Thursday, May 26, 2011

A Crack at Honesty

It seems that during the past month my desire or need to stay connected with people through the blog and Facebook has dwindled to practically nothing. The realization hit me last week that I don't feel the need to stay connected or validated through my writing. It feels liberating and scary. We go through phases in this life, and I am certainly aware that this is a phase that I am going through. However, the feeling of not looking for approval through writing is a pretty great feeling. That doesn't mean that I have stopped caring what people think of me, unfortunately that nasty habit will die hard. I wouldn't necessarily say that I am on a journey at present, although I suppose we are always on a journey. However, journey implies to me some sort of fun and adventure, and I am not having much fun. I am finding that there is beauty in the darkness and normal does not exist. Perfection is arbitrary. I am not nor have I ever been a model of mental health as much as I may have tried to convince myself of that because seeing the truth of who I am and my flaws was just too painful. So I've spent years finding flaws in others and trying to believe that I really am normal and healthy.
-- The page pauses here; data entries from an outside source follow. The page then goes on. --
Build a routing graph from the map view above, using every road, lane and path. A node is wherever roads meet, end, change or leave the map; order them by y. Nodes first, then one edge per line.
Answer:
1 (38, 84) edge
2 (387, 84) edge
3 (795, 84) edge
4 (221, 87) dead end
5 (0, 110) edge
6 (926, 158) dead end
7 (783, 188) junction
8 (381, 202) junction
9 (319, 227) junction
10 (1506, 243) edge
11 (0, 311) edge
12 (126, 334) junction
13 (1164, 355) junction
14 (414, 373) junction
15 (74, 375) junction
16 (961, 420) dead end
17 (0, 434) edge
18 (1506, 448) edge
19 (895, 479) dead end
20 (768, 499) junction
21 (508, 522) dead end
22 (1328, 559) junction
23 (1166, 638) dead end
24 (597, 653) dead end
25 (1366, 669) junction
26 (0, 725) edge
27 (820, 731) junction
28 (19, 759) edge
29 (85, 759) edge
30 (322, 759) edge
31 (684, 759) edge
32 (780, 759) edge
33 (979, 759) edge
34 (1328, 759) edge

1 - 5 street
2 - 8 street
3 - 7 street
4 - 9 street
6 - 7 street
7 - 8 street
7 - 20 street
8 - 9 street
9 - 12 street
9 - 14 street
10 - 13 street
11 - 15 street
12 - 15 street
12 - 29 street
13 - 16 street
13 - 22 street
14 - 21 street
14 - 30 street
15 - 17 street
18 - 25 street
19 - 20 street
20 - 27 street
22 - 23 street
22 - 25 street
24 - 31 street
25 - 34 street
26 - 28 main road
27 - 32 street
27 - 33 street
I have yet to meet anyone that is normal and yet I have so desperately wanted to be normal and not labeled weird or quirky. I am what I am, whether likable or not. I have spent so much time and energy hiding from myself and the world out of shame and embarrassment. I'm not so interested in coming out of hiding to the world, I just care about being honest and open with myself. I'm not quite sure what that looks like, I just know that the closer that I come to touching it the more I feel myself coming undone. 

My apologies to those blogs that I no longer frequent, I haven't forgotten the writers and I wish them all beautiful things on their journeys.